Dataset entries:
==========

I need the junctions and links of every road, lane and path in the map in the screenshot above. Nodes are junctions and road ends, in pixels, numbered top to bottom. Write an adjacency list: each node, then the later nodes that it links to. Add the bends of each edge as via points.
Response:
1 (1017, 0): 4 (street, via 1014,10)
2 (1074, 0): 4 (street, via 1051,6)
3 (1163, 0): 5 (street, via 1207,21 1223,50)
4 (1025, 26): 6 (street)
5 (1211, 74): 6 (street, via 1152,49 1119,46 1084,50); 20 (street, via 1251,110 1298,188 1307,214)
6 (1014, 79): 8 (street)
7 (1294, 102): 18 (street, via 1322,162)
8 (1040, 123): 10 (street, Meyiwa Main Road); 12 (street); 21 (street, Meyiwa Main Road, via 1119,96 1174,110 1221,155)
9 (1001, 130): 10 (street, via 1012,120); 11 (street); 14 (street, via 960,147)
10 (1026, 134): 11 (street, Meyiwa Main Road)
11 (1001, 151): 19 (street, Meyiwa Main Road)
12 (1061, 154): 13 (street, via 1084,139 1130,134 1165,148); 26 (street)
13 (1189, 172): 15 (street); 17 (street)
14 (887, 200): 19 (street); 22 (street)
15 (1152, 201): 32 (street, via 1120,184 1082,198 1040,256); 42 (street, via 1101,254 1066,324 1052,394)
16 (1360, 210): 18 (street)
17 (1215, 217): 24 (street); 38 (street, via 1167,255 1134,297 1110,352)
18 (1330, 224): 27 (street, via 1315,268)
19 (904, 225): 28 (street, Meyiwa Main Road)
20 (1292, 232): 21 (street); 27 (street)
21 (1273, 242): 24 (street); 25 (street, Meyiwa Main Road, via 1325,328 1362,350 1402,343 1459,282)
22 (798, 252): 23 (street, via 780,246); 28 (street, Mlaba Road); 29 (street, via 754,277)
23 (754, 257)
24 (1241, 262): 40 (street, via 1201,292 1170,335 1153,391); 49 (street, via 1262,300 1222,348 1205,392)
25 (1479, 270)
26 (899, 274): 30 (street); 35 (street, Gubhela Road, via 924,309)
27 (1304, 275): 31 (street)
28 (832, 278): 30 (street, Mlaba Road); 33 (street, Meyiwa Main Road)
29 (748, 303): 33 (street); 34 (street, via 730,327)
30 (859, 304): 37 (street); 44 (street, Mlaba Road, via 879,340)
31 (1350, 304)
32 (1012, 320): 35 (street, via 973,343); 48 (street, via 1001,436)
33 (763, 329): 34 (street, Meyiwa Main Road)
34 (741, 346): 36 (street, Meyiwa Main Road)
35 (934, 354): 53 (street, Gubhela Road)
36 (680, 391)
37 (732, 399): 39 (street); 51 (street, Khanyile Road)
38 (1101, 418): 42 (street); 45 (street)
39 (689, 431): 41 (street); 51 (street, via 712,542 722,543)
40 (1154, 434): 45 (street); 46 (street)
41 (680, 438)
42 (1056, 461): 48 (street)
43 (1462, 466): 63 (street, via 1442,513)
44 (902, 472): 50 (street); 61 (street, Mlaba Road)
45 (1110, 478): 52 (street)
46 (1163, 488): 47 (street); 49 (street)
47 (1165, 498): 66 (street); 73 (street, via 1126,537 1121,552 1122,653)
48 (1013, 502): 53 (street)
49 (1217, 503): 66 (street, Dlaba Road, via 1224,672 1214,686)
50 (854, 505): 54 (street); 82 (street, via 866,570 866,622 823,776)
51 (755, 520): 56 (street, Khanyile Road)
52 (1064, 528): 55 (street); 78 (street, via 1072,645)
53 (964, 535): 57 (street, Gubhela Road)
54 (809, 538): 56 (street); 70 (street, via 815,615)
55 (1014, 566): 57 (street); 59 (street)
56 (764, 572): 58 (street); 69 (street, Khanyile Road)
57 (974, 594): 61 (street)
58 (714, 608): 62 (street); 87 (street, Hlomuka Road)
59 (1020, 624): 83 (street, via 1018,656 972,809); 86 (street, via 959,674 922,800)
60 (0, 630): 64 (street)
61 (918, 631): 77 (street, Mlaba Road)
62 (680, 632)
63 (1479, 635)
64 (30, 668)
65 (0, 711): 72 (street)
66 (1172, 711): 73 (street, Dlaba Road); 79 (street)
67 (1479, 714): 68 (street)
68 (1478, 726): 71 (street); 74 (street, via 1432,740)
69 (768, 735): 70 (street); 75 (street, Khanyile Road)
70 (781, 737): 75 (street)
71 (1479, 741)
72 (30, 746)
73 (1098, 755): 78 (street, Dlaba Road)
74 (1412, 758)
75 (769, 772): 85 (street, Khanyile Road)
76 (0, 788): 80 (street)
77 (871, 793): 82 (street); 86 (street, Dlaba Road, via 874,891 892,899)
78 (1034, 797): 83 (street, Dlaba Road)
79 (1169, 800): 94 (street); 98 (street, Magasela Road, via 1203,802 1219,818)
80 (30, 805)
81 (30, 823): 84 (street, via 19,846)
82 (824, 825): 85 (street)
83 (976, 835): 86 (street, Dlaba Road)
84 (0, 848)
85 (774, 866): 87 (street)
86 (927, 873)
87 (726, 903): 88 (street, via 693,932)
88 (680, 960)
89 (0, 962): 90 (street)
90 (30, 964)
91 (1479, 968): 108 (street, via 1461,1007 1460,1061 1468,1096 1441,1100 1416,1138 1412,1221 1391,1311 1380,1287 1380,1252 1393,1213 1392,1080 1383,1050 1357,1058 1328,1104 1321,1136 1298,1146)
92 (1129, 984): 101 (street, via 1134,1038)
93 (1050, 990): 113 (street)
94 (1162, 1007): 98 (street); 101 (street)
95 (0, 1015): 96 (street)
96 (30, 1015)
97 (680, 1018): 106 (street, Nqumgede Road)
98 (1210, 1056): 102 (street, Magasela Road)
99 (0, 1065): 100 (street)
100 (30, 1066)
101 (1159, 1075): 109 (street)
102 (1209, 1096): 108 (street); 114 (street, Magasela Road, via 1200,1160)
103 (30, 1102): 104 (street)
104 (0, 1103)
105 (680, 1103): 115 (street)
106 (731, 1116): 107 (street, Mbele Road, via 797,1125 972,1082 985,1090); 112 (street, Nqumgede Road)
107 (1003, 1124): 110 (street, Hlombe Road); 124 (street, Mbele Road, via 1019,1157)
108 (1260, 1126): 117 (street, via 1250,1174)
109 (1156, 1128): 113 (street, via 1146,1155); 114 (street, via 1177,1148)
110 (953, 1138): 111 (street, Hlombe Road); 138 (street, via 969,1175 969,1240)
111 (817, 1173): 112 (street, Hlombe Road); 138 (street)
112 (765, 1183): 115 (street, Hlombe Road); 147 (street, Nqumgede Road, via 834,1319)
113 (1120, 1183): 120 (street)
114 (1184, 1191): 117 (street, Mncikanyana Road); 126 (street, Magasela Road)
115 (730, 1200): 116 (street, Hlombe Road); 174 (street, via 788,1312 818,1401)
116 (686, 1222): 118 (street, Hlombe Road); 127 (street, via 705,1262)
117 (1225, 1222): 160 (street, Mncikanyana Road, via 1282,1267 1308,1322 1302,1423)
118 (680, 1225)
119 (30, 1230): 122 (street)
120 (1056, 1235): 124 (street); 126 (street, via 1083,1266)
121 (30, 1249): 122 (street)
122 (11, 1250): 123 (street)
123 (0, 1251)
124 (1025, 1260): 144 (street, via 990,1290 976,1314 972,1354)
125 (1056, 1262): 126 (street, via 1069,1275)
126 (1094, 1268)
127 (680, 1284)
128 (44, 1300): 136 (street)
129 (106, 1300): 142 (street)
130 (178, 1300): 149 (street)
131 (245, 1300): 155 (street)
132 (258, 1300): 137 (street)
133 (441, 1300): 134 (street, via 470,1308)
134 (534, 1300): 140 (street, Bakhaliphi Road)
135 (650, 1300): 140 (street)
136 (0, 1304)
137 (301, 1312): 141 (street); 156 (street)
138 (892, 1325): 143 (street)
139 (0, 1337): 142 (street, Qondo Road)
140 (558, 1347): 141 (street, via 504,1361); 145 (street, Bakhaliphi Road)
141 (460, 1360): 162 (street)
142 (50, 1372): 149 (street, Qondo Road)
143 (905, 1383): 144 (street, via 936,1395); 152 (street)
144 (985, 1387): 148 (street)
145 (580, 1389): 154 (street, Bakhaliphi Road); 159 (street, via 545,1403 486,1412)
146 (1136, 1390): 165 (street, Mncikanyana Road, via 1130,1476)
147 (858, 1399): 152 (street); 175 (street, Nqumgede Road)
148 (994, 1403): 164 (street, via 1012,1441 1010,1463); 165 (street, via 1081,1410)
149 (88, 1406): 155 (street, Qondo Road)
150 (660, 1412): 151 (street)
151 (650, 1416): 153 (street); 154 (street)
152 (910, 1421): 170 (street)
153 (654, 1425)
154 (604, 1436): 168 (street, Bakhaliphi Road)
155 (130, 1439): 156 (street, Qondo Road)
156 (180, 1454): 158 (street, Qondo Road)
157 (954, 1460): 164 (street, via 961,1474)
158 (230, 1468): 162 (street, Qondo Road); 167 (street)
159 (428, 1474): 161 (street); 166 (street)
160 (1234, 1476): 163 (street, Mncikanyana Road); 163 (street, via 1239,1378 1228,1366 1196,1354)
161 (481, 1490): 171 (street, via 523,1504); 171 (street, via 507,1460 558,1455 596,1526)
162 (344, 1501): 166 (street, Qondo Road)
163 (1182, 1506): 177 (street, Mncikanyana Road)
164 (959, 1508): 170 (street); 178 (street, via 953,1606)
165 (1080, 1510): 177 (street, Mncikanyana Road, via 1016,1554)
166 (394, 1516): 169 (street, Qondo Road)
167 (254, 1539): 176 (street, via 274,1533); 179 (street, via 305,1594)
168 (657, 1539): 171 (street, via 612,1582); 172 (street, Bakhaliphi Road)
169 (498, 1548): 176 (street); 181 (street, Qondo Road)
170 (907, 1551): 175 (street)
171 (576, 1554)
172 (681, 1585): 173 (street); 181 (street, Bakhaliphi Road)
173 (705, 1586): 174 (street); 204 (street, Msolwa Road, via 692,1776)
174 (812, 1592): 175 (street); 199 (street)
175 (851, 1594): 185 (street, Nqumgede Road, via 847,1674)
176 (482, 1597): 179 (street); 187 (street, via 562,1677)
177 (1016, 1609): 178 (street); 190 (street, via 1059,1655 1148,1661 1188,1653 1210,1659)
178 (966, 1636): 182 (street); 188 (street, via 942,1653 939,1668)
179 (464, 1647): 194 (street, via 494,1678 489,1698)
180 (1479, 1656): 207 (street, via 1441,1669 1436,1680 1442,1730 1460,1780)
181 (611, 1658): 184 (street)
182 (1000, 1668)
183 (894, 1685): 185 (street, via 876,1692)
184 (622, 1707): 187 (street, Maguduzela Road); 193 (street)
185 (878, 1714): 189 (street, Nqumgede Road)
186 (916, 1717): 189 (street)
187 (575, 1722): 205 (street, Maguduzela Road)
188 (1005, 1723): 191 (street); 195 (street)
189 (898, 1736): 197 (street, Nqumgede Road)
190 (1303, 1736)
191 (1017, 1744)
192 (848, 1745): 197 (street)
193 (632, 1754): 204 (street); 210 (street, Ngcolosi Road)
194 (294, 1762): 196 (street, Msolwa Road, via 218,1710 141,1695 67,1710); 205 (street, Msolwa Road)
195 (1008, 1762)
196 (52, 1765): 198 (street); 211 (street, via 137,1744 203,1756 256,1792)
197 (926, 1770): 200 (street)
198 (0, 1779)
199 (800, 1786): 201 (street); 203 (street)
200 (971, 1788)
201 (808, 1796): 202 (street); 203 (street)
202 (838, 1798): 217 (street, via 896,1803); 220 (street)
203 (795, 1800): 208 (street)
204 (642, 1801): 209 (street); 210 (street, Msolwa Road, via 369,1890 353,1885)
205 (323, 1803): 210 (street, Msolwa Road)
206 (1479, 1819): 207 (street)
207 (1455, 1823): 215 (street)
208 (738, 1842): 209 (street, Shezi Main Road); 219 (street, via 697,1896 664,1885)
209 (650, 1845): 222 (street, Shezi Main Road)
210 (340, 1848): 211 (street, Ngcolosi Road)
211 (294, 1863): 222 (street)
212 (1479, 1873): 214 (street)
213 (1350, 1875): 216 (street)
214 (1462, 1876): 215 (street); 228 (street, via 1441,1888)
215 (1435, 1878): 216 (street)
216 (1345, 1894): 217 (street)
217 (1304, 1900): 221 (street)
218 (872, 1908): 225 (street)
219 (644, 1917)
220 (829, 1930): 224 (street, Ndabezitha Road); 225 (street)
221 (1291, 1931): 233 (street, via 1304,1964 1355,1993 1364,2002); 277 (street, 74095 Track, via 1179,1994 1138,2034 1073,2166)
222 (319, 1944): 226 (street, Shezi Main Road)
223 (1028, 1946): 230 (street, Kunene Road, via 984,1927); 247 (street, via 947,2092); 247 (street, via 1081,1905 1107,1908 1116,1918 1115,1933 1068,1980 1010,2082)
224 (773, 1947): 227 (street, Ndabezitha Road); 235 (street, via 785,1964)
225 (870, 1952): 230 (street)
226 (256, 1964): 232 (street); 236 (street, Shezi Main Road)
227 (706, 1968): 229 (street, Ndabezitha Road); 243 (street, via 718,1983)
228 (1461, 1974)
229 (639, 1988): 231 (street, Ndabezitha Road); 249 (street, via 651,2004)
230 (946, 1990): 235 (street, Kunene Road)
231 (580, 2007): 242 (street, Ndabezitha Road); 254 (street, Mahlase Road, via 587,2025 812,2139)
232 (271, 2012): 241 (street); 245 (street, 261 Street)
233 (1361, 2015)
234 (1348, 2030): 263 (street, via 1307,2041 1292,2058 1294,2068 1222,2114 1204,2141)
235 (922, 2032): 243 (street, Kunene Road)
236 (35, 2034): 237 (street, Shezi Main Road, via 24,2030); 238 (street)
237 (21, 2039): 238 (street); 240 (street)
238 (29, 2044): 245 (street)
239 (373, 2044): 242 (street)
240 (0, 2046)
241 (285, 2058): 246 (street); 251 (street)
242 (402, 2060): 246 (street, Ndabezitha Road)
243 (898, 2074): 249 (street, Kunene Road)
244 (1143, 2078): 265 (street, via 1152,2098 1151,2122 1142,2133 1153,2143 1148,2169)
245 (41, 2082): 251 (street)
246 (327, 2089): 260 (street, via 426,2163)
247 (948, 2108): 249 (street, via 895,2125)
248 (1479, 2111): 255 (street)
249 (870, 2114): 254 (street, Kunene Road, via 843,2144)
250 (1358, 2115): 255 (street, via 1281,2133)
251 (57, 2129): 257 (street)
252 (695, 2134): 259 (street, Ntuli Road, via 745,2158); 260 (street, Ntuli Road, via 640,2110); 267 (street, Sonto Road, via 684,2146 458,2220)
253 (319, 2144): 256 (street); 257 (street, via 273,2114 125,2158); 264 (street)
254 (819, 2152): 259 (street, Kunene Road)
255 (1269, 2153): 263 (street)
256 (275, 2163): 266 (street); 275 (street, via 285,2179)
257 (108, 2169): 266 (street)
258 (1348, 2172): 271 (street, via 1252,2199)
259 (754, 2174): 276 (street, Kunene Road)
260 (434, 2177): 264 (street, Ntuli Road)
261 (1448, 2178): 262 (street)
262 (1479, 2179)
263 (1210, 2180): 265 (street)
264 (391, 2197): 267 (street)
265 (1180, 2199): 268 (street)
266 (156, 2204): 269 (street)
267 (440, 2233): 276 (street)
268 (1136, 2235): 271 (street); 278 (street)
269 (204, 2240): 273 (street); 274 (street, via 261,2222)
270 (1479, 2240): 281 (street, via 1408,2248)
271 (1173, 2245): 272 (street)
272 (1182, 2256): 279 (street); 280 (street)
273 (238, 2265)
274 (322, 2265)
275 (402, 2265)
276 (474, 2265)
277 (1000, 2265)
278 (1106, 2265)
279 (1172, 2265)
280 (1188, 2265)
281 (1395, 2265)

==========

◆ REQUIRED ACTION: Look through the records and count each line that holds "Ndabezitha". Write only the total.

◆ SOLUTION FOR THIS EXERCISE: 6